DATA FOR THIS TASK:
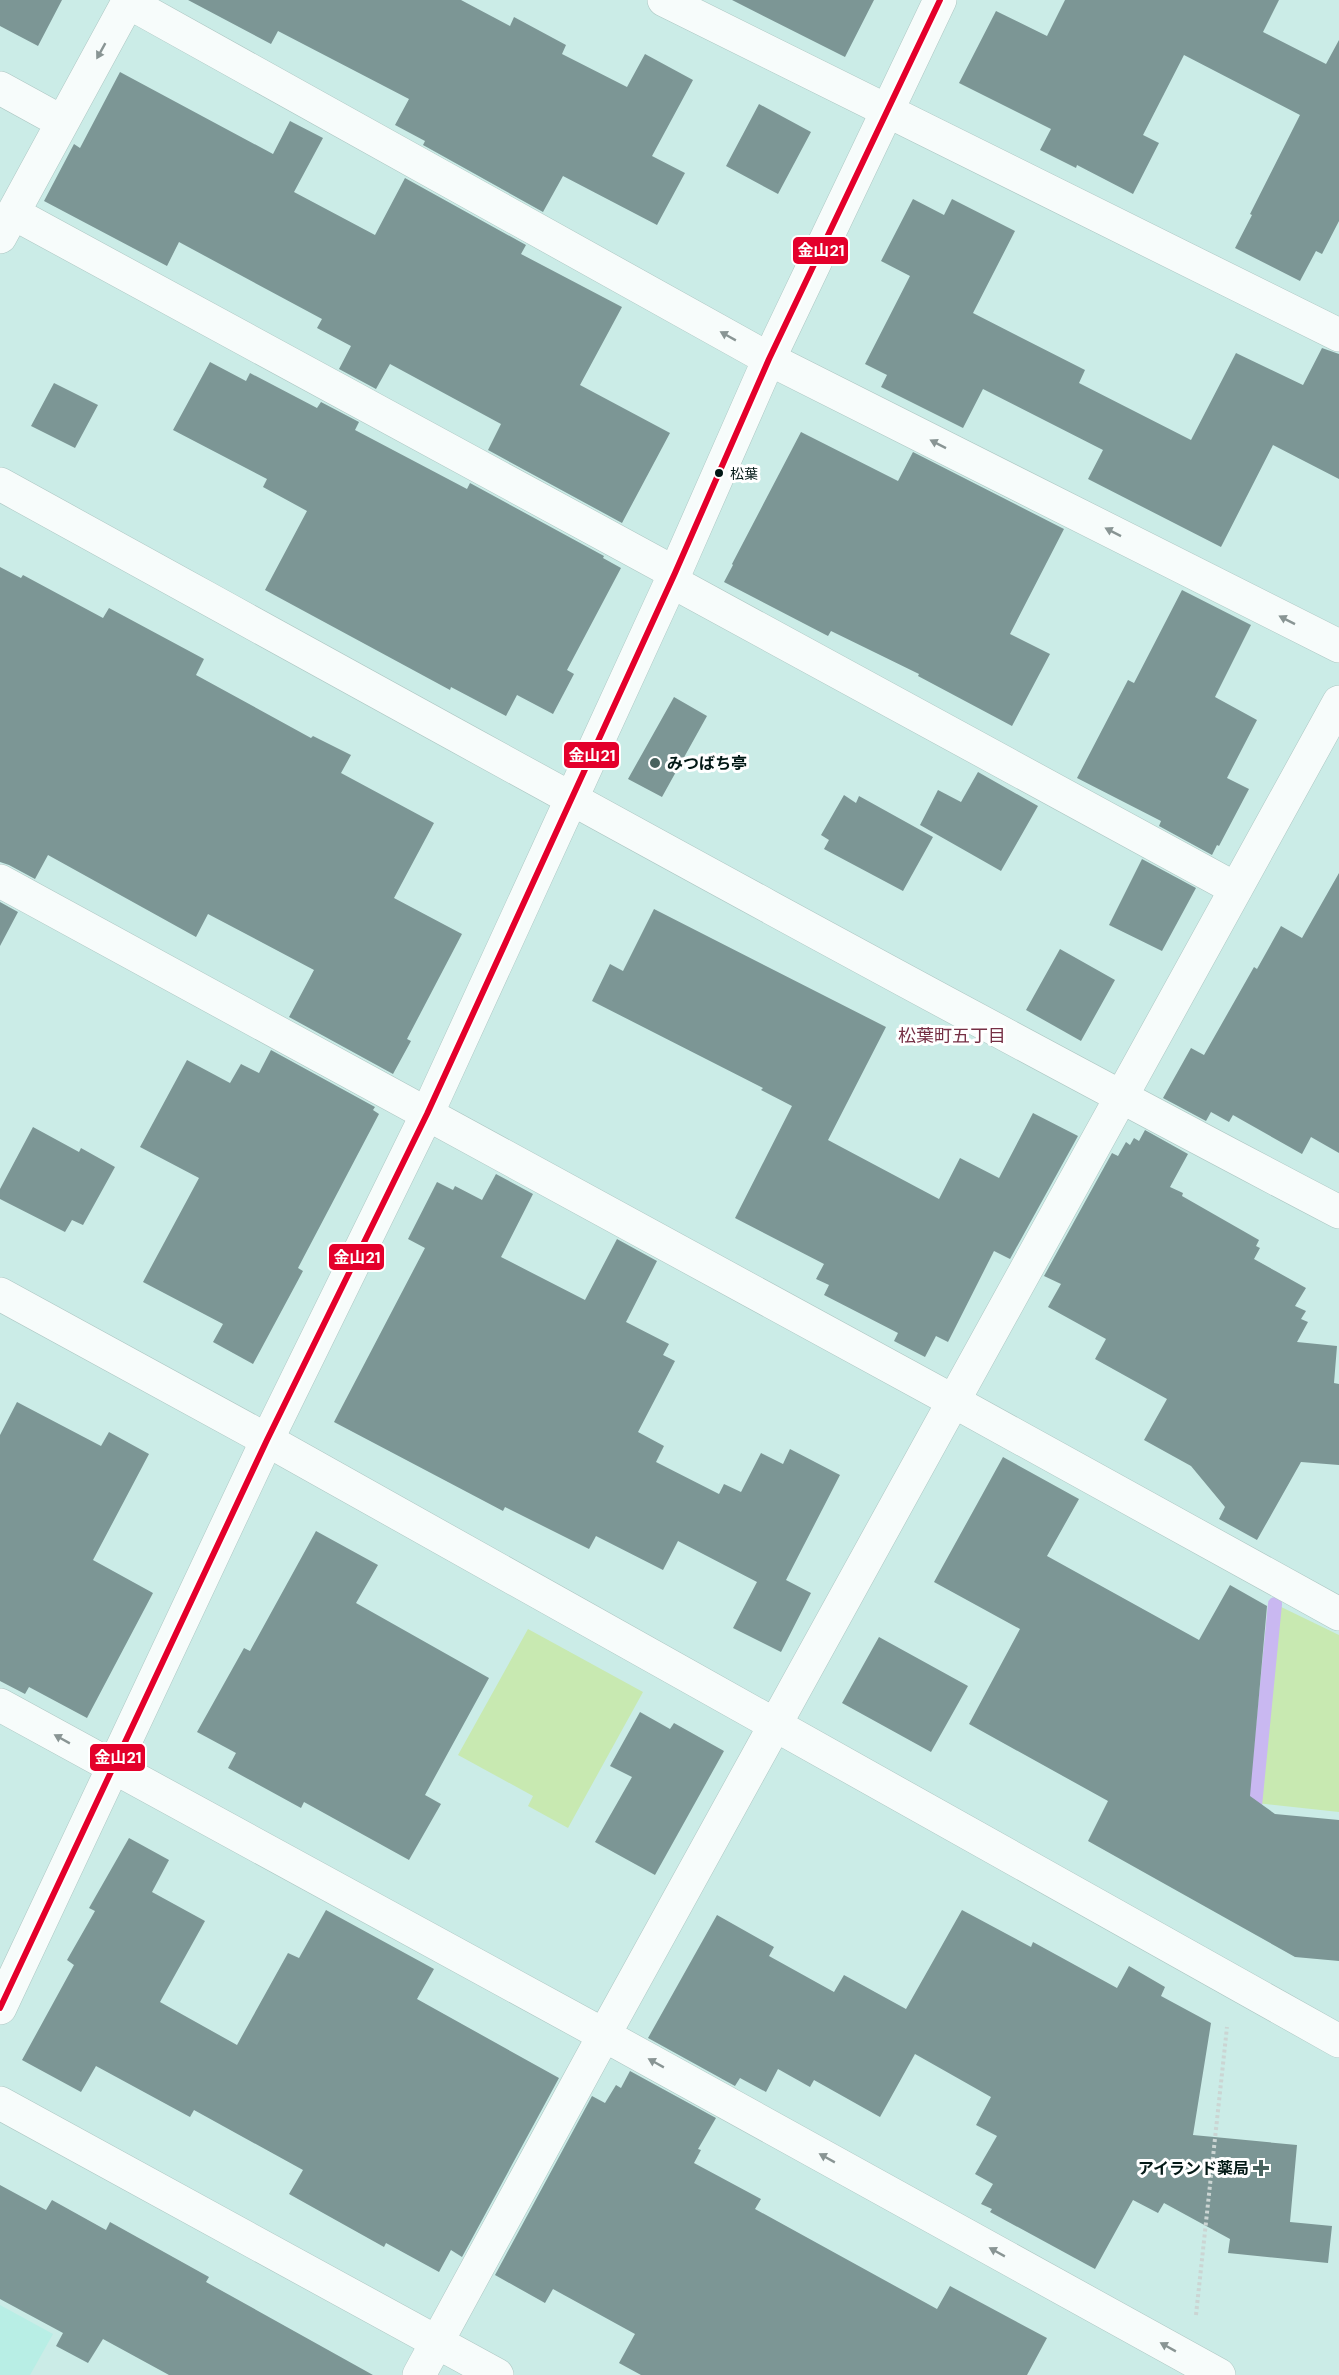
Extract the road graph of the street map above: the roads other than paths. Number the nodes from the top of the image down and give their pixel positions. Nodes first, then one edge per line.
1 (664, 0) edge
2 (940, 0) edge
3 (128, 1) edge
4 (0, 88) edge
5 (887, 111) junction
6 (62, 122) junction
7 (7, 225) edge
8 (1339, 335) edge
9 (769, 359) junction
10 (0, 484) edge
11 (673, 577) junction
12 (1339, 646) edge
13 (1339, 702) edge
14 (571, 798) junction
15 (0, 881) edge
16 (1236, 890) junction
17 (1121, 1098) junction
18 (427, 1114) junction
19 (1339, 1212) edge
20 (0, 1294) edge
21 (955, 1402) junction
22 (267, 1440) junction
23 (1339, 1614) edge
24 (0, 1705) edge
25 (776, 1725) junction
26 (113, 1767) junction
27 (0, 2008) edge
28 (604, 2035) junction
29 (1339, 2041) edge
30 (0, 2103) edge
31 (437, 2342) junction
32 (419, 2375) edge
33 (497, 2375) edge
34 (1219, 2375) edge

1 - 5 street
2 - 5 street
3 -> 6 street
9 -> 3 street
4 - 6 street
5 - 8 street
5 - 9 street
6 - 7 street
7 - 11 street
9 - 11 street
12 -> 9 street
10 - 14 street
11 - 14 street
11 - 16 street
13 - 16 street
14 - 17 street
14 - 18 street
15 - 18 street
16 - 17 street
17 - 19 street
17 - 21 street
18 - 21 street
18 - 22 street
20 - 22 street
21 - 23 street
21 - 25 street
22 - 25 street
22 - 26 street
26 -> 24 street
25 - 28 street
25 - 29 street
26 - 27 street
26 - 28 street
28 - 31 street
34 -> 28 street
30 - 31 street
31 - 32 street
31 - 33 street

WORK ORDER: Output all of the records exactly as they appear above, but not the pictures.

RESULT BELOW:
Extract the road graph of the street map above: the roads other than paths. Number the nodes from the top of the image down and give their pixel positions. Nodes first, then one edge per line.
1 (664, 0) edge
2 (940, 0) edge
3 (128, 1) edge
4 (0, 88) edge
5 (887, 111) junction
6 (62, 122) junction
7 (7, 225) edge
8 (1339, 335) edge
9 (769, 359) junction
10 (0, 484) edge
11 (673, 577) junction
12 (1339, 646) edge
13 (1339, 702) edge
14 (571, 798) junction
15 (0, 881) edge
16 (1236, 890) junction
17 (1121, 1098) junction
18 (427, 1114) junction
19 (1339, 1212) edge
20 (0, 1294) edge
21 (955, 1402) junction
22 (267, 1440) junction
23 (1339, 1614) edge
24 (0, 1705) edge
25 (776, 1725) junction
26 (113, 1767) junction
27 (0, 2008) edge
28 (604, 2035) junction
29 (1339, 2041) edge
30 (0, 2103) edge
31 (437, 2342) junction
32 (419, 2375) edge
33 (497, 2375) edge
34 (1219, 2375) edge

1 - 5 street
2 - 5 street
3 -> 6 street
9 -> 3 street
4 - 6 street
5 - 8 street
5 - 9 street
6 - 7 street
7 - 11 street
9 - 11 street
12 -> 9 street
10 - 14 street
11 - 14 street
11 - 16 street
13 - 16 street
14 - 17 street
14 - 18 street
15 - 18 street
16 - 17 street
17 - 19 street
17 - 21 street
18 - 21 street
18 - 22 street
20 - 22 street
21 - 23 street
21 - 25 street
22 - 25 street
22 - 26 street
26 -> 24 street
25 - 28 street
25 - 29 street
26 - 27 street
26 - 28 street
28 - 31 street
34 -> 28 street
30 - 31 street
31 - 32 street
31 - 33 street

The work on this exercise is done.